The most basic skill is print every thing like this

calculationLimit = int(input("Type in limit"))

def fibonacciSequence(current, previous):
    next = current + previous
    print('next: ', next)
    previous = current
    print('previous: ', previous)
    current = next
    print('current: ', current)
    print(next)

for i in range(0, calculationLimit):
    fibonacciSequence(1, 0)
    i =+ 1
    print('i: ', i)

And you can see i =+ 1 not working actually, and the params for function fibonacciSequence not change.

the correct version is below

def fibonacciSequence(current_num, previous_num):
    next_num = current_num + previous_num
    return next_num

previous_num = 0
current_num = 1
for i in range(0, calculationLimit):
    next_num = fibonacciSequence(current_num, previous_num)
    print('next_num: ', next_num)
    previous_num = current_num
    current_num = next_num

PS: The reason I change next to next_num is that next is a keyword in python.

You could also slightly simplify such expressions by using formatted strings instead:

print(f'{previous= }')

Then you wouldn’t need to repeat the variable names twice (and also could debug arbitrary custom expressions).

Thanks! I don’t know this kind of f-string before.
It seems it works on python3.9 but not on python3.7.
What is the proper name of this kind of f-string?

Self-documenting expressions. They were introduced in 3.8: What’s New In Python 3.8 — Python 3.12.0 documentation

2 Likes

This can all be simplified a bit by using tuple assignment to avoid temporary variables, as well as a few other tweaks (and using proper Python code style):

def fibonacci_sequence(previous, current):
    return current + previous

previous, current = 0, 1
for __ in range(calculation_limit):
    previous, current = current, fibonacci_sequence(previous, current)
    print(current)

Or, if you want previous and current to be “remembered” within fibonacci_sequence, as your original example seems to expect, make it a generator using the yield keyword instead of return:

def fibonacci_sequence(calculation_limit):
    previous, current = 0, 1
    for __ in range(calculation_limit):
        previous, current = current, current + previous
        yield current

Now, you can construct a generator that will iterate over the fibonacci sequence to the limit you set:

fibonacci_generator = fibonacci_sequence(calculation_limit)
for n in fibonacci_generator:
    print(n)

This works much the same way as before, but the real power of this approach is it allows fibonacci_sequence to generate values infinitely, if you remove the limit, while not storing anything but the current and previous value in memory…

def fibonacci_sequence():
    previous, current = 0, 1
    while True:
        previous, current = current, current + previous
        yield current

while being able to be started and stopped as you wish:

fibonacci_generator = fibonacci_sequence()
while True:
    n = int(input("How many more Fibonacci values to print? "))
    for __ in range(n):
        print(next(fibonacci_generator))
1 Like

Your code is neat and clean, pretty pythonic!

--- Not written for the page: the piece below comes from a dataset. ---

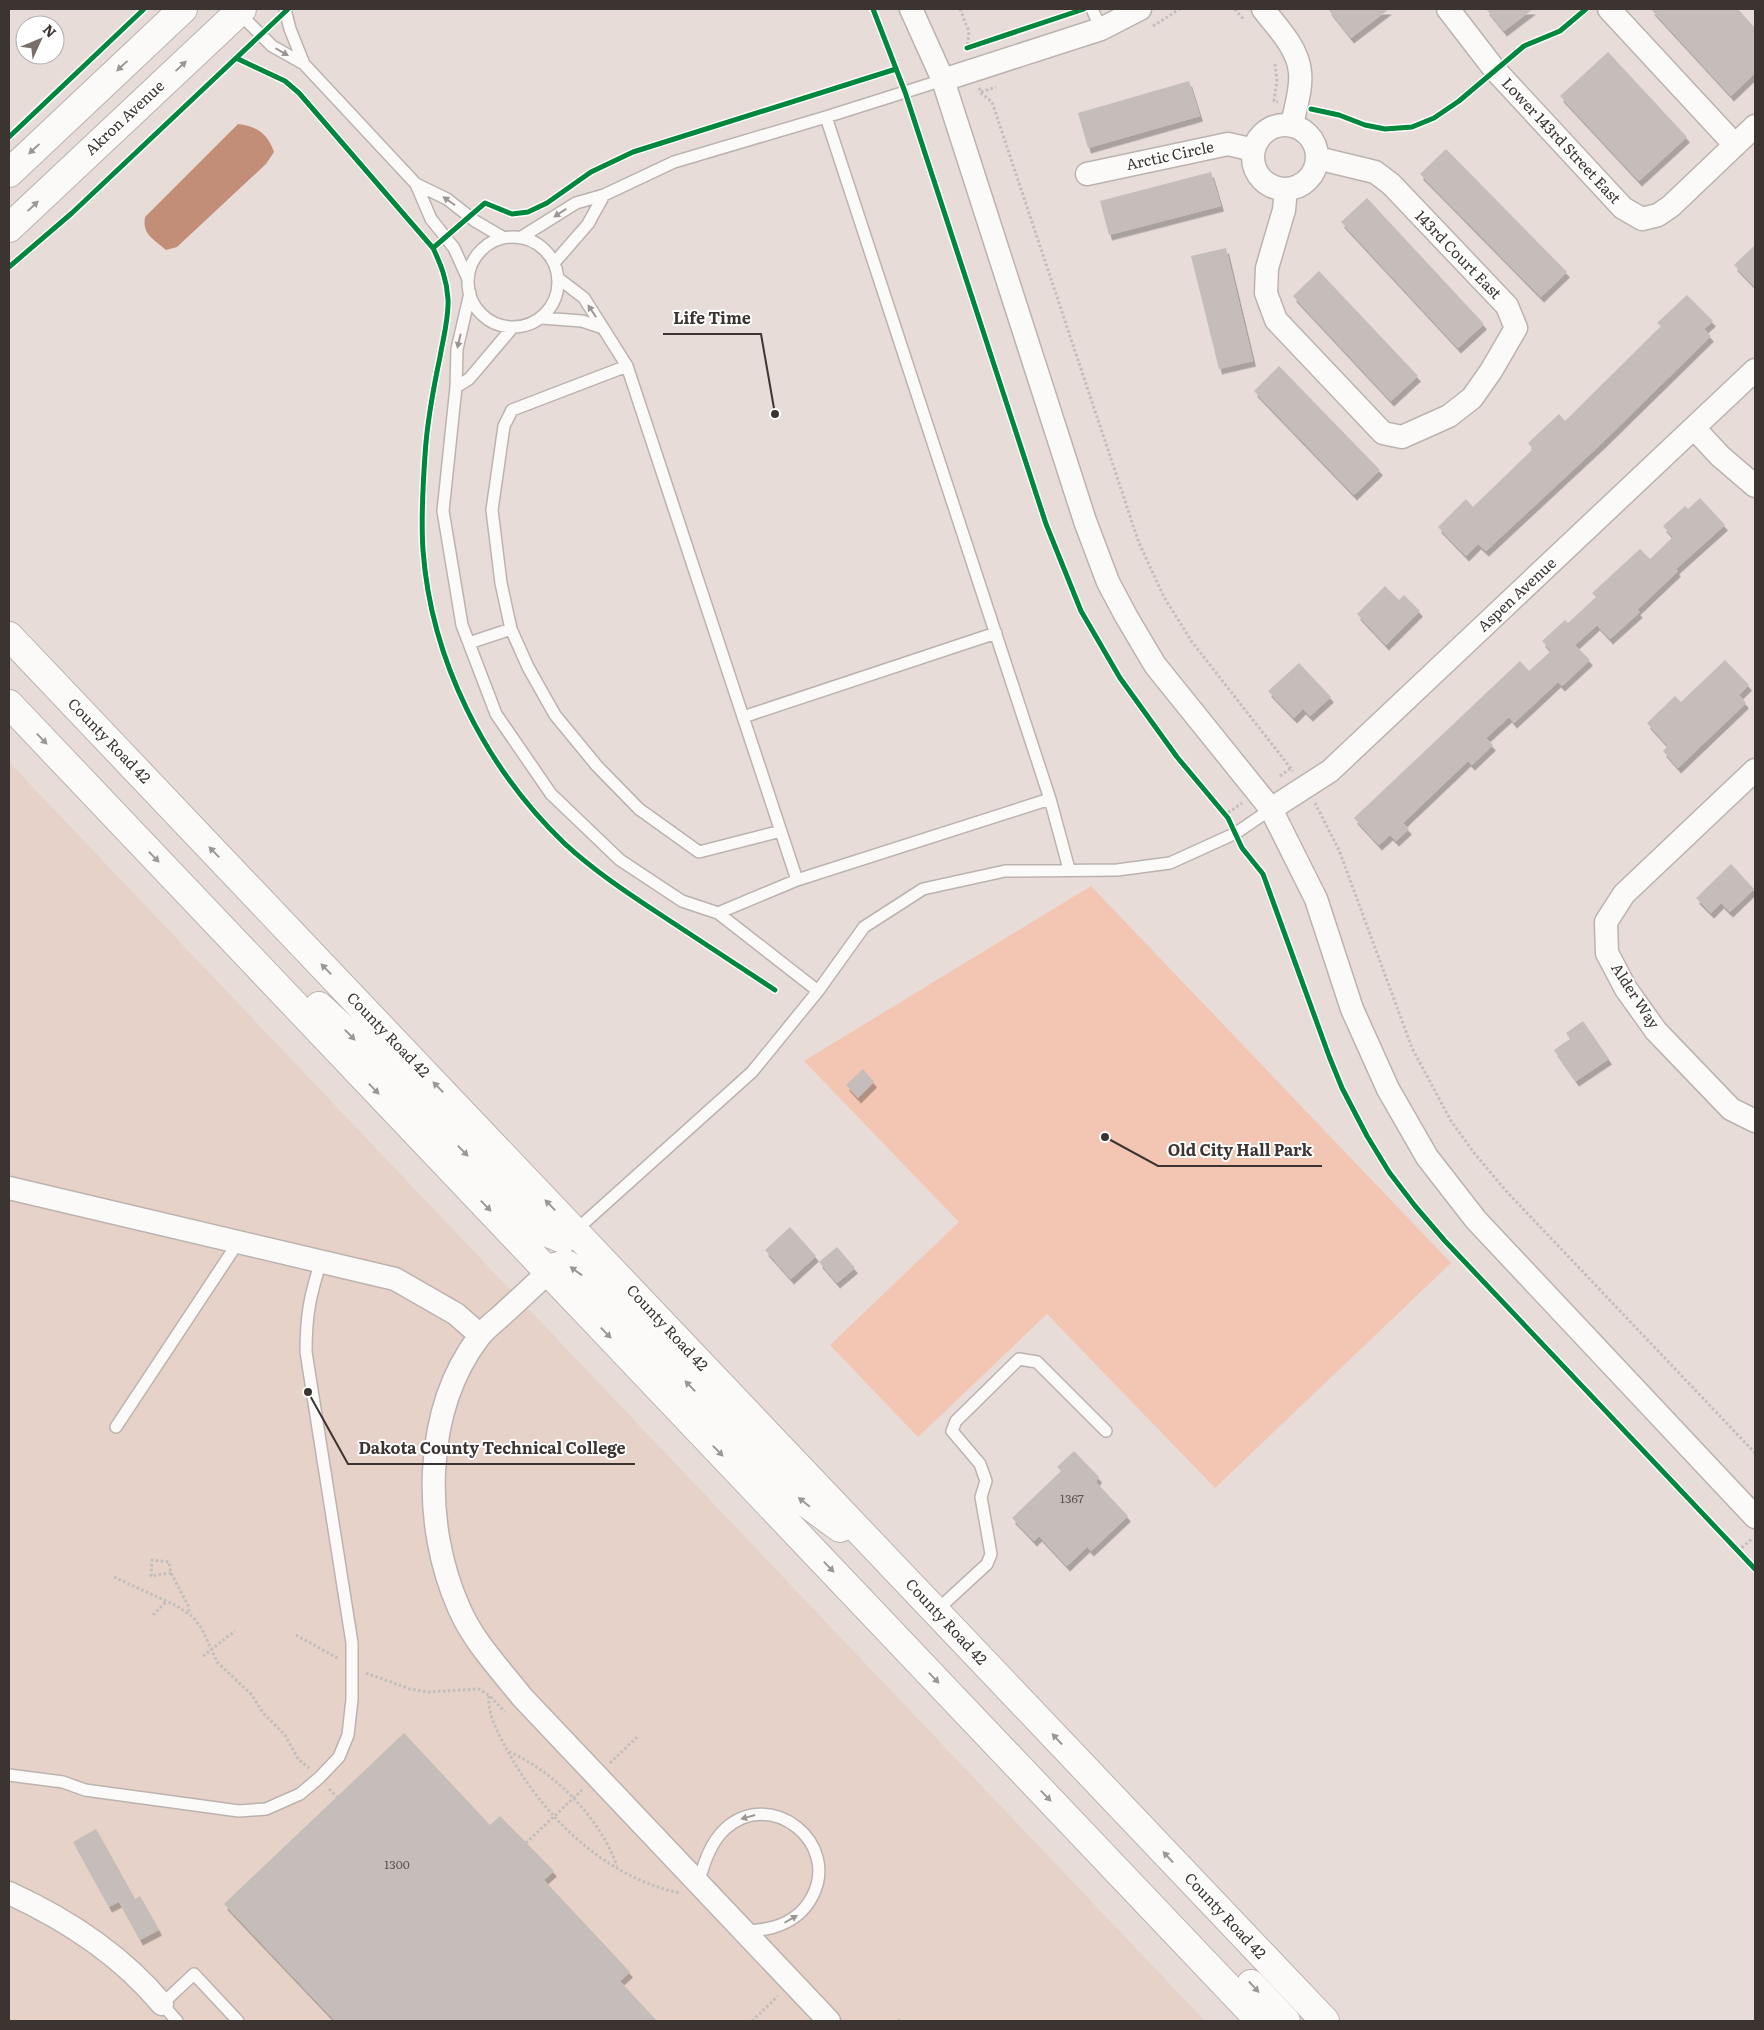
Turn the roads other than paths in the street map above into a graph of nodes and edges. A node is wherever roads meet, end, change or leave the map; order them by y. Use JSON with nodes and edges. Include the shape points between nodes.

The reason I avoid to use tuple assignment and generator is that it seems the OP seems fresh to Python, I don’t what to invoke too much knowledge beyond the original post.
As you see, their’s only functions and variables.

1 Like

Yeah, its smart to limit the concepts to only those required and usually I try to do so; in this case I introduced tuple assignment mostly as a fairly concise, intuitive way to swap two variables, but the generator approach is definitely more advanced then it seems they actually need; I mentioned it more to simply illustrate the point that one can write a function that remembers its state, as they seemed to expect, rather than to suggest they actually use it here.